I loved this book. But omgosh the ending made me just.. so…
I don’t know if it left me angry or frustrated or both in some odd combination. This is nothing against the book, because the book has an overarching theme of grudges and how they can destroy you. And seriously? Argh. Yeah, they can.
If you have a feud with someone, just let it go. You don’t even have to tell them. Just let it go.
Okay, now that we have that out of the way.
This is the story of two men, born on opposite sides of the world at the turn of the 20th century. They come from vastly different worlds; one is born into wealthy Boston society with every privilege one can imagine. One is born to a poor woman (who dies at childbirth) in the woods in rural Poland, found by a trapper’s son. You would think that these two would never meet, but their lives intertwine in the most interesting of ways through the years.
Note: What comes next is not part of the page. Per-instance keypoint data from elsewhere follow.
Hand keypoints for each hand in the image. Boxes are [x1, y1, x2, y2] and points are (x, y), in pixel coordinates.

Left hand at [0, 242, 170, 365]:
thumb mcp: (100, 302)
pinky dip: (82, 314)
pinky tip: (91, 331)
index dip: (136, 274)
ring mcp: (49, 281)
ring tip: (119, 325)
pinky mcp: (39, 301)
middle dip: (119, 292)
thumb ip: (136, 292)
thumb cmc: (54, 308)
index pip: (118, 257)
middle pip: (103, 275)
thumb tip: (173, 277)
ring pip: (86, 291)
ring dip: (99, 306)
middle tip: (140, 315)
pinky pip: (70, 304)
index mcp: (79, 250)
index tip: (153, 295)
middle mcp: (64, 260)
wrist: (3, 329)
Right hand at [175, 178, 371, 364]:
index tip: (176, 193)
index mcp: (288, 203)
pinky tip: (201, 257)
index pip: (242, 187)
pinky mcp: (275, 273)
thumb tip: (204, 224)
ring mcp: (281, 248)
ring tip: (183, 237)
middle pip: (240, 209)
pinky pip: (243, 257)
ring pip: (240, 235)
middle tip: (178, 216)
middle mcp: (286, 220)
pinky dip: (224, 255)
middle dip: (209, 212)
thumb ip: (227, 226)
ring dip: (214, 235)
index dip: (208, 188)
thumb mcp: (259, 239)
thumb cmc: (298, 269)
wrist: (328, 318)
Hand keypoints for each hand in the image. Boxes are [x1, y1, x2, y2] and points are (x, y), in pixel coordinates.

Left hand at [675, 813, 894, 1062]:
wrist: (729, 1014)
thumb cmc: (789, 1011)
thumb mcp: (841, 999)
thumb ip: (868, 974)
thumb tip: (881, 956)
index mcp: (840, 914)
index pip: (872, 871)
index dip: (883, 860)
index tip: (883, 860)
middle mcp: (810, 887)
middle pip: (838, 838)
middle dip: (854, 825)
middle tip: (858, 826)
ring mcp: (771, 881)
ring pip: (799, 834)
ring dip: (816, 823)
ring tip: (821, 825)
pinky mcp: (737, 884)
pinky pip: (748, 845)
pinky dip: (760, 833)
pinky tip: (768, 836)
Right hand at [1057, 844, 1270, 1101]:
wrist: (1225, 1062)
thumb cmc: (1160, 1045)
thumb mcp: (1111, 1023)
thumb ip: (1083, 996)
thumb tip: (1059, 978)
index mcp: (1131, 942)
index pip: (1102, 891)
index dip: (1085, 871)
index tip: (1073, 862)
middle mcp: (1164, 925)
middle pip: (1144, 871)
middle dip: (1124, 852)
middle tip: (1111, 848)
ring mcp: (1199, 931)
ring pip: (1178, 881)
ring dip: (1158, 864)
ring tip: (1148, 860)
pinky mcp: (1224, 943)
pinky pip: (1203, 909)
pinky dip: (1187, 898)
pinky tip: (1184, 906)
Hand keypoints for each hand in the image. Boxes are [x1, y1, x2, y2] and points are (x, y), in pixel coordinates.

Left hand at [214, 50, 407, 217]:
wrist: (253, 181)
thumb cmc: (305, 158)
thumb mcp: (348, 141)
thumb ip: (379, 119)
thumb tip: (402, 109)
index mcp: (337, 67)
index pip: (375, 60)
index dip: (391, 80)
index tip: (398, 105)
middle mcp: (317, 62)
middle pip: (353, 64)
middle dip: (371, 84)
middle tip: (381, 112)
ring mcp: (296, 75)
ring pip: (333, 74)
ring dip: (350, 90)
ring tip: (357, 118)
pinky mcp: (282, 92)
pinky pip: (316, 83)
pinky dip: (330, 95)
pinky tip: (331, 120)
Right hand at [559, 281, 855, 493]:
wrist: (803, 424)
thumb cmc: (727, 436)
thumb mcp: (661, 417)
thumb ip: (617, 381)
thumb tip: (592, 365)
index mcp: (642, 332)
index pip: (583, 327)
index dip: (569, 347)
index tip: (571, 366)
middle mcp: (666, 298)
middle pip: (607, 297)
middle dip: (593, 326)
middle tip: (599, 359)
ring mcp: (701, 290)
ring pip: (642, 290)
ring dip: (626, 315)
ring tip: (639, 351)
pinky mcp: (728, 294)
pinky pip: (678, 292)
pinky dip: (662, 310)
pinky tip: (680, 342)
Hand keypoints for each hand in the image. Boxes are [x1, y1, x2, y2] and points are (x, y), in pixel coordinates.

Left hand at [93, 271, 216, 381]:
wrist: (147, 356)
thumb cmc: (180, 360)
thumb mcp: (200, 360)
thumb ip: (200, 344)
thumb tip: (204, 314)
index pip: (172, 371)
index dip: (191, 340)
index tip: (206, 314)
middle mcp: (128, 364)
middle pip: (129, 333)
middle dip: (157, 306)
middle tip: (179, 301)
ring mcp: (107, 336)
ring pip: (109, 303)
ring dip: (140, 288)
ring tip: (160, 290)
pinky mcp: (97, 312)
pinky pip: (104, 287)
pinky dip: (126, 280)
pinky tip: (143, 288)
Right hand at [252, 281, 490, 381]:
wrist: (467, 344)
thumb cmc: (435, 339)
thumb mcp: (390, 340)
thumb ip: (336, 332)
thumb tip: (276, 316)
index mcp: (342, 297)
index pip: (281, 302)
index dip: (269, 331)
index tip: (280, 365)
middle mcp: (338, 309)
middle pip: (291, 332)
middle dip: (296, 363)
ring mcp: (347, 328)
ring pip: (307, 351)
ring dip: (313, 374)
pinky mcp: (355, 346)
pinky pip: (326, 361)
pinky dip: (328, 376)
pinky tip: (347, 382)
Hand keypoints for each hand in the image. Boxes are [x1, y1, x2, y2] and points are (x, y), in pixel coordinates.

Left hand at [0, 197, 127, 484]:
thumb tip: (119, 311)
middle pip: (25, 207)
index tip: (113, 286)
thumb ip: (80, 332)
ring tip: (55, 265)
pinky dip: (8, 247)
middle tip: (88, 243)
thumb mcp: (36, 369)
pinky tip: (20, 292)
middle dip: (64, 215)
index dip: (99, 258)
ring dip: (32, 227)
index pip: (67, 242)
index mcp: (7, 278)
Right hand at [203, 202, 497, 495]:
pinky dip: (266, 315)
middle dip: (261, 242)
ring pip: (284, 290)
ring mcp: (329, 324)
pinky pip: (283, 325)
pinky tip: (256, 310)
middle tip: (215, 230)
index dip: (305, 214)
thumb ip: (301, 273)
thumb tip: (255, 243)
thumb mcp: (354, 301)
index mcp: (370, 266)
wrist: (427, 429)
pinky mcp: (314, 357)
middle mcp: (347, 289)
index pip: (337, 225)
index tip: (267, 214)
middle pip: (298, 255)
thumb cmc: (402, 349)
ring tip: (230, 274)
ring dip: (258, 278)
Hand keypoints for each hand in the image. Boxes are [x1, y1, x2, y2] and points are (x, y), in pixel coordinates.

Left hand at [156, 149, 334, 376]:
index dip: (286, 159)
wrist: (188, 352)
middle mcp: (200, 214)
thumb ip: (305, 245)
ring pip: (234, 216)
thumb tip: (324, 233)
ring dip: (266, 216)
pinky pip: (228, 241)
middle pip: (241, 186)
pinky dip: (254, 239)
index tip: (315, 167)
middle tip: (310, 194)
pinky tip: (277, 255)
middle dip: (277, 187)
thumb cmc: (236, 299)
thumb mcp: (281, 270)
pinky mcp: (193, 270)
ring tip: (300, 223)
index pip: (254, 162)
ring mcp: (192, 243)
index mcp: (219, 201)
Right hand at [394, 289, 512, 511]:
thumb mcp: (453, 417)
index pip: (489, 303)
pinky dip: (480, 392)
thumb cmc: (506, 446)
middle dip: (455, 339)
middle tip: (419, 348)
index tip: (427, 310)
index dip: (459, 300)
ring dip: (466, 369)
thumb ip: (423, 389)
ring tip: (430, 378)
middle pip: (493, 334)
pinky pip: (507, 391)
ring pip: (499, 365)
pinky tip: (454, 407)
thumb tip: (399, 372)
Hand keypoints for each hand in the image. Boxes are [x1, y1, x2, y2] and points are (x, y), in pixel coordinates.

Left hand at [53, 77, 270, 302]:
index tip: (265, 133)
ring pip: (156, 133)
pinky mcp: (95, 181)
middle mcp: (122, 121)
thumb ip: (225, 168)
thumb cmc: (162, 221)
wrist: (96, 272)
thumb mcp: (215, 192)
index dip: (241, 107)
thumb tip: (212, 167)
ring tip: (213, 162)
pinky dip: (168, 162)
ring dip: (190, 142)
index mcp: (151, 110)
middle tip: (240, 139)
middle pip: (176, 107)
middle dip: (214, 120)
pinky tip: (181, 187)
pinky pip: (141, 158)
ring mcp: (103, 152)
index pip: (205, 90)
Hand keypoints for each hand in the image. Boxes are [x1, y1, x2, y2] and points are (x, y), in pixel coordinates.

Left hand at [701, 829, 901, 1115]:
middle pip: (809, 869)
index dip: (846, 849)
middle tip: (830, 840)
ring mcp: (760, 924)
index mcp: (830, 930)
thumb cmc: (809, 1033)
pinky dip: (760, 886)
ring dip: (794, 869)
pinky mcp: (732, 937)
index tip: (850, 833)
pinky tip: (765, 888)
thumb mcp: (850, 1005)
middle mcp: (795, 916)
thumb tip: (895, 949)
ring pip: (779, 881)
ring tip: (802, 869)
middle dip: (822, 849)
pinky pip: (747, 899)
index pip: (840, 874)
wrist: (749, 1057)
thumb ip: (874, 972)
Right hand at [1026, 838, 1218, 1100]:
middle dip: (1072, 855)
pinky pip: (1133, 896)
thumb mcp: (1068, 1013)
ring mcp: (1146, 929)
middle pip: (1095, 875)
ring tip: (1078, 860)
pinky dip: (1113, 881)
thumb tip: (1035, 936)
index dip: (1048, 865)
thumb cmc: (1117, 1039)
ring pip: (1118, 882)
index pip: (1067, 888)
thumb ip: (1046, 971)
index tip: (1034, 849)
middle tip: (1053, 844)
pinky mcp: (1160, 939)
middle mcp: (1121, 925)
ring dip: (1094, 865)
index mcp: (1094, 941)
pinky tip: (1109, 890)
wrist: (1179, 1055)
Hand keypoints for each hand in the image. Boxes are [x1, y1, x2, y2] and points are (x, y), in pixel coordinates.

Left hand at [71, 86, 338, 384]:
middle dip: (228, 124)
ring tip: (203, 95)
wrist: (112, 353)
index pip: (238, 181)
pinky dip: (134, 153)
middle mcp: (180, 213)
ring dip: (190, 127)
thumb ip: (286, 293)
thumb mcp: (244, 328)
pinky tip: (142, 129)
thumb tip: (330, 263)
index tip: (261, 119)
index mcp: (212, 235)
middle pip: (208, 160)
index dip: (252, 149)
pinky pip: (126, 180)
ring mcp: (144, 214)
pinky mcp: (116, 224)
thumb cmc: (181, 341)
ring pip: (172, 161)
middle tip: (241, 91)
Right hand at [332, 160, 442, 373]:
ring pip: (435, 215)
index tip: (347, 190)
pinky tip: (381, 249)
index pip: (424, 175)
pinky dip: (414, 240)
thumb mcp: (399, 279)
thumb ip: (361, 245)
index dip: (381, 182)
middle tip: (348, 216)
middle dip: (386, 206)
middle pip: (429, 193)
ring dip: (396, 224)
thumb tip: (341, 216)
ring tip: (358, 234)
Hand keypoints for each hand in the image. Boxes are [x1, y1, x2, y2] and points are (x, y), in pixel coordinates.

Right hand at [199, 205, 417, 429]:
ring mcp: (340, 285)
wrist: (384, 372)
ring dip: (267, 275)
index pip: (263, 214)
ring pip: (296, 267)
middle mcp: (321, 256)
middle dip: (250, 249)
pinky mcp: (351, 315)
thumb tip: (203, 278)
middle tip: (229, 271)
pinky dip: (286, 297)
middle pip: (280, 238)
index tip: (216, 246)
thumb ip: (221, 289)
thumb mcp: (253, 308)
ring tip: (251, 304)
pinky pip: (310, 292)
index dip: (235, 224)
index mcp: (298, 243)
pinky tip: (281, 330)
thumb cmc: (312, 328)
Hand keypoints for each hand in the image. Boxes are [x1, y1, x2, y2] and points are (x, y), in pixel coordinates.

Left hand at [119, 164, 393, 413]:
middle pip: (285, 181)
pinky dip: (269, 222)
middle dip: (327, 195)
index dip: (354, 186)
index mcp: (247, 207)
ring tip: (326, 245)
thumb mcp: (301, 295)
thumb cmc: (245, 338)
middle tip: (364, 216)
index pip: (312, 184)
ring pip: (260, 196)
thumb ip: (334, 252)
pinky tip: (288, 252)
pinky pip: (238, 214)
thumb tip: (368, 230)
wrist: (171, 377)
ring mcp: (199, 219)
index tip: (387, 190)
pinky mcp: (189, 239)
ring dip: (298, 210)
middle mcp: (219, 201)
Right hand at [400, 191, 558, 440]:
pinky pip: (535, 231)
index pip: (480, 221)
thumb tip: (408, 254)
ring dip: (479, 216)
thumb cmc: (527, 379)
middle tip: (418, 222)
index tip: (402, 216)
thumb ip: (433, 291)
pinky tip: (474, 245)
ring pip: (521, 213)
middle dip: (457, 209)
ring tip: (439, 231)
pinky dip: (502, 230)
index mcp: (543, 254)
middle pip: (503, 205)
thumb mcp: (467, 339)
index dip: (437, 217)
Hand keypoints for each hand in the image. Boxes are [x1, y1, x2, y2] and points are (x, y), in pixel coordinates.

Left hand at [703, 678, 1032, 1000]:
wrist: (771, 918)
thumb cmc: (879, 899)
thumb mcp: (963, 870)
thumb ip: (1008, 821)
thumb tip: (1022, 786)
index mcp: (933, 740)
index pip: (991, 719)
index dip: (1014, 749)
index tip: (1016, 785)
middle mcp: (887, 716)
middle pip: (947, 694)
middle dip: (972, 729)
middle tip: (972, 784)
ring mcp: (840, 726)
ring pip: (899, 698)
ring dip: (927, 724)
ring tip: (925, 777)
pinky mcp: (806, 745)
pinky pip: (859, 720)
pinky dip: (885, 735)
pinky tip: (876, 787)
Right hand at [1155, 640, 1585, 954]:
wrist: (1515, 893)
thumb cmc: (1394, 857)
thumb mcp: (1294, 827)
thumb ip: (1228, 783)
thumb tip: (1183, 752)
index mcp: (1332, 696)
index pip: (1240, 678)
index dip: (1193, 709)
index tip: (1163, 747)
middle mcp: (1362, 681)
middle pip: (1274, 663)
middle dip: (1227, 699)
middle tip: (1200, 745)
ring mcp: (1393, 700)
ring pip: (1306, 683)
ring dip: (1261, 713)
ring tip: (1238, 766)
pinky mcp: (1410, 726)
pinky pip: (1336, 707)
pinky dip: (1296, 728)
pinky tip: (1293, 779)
This book spans generations and follows Abel and William (Kane) til their deaths. You get to see their educations, their coming-of-age, their romances and bromances and professional lives. You get to see Abel immigrate to the US and pull himself up (with a little help and a lot of luck). You get to see William struggle with a devious stepfather and the loss of both his parents. You get to see how their personal feud affects their wives, their careers, and most devastatingly, their children.
I love the way the author weaves intricacies of history through the men’s lives. I was most fascinated by the WWII era and the effects on both men of going to war. The development of their characters, the way they change and grow and sometimes revert to acting like three-year-olds through their lives is very interesting. This book is definitely more character driven than plot driven, because the plot is just life – it’s ups and downs, it’s triumphs and tragedies. There’s no big mystery (though there is one little mystery that I knew the solution to way before Abel figured it out. I think any reader would), just the tale of two men moving through time and living their lives. That might sound boring, but it really, really isn’t.
There are quite a few little quips of wisdom through the book, though the writing isn’t anything phenomenally artistic. It’s functional writing, and the author is a very good storyteller, but I wasn’t going back and re-reading paragraphs for fun.
“If you have to pay a bill, always make it look as if the amount is of no consequence.”
“Only three things mattered about a hotel: position, position and position.”
This is a long book, but is extremely gripping. It took me some time to get through it – it’s definitely not a quick read – but I had a hard time putting it down to go to bed at night! This is not a book to pick up if you have a lot of things to do that day, seriously. You’ll get completely drawn in and won’t know where the hours went.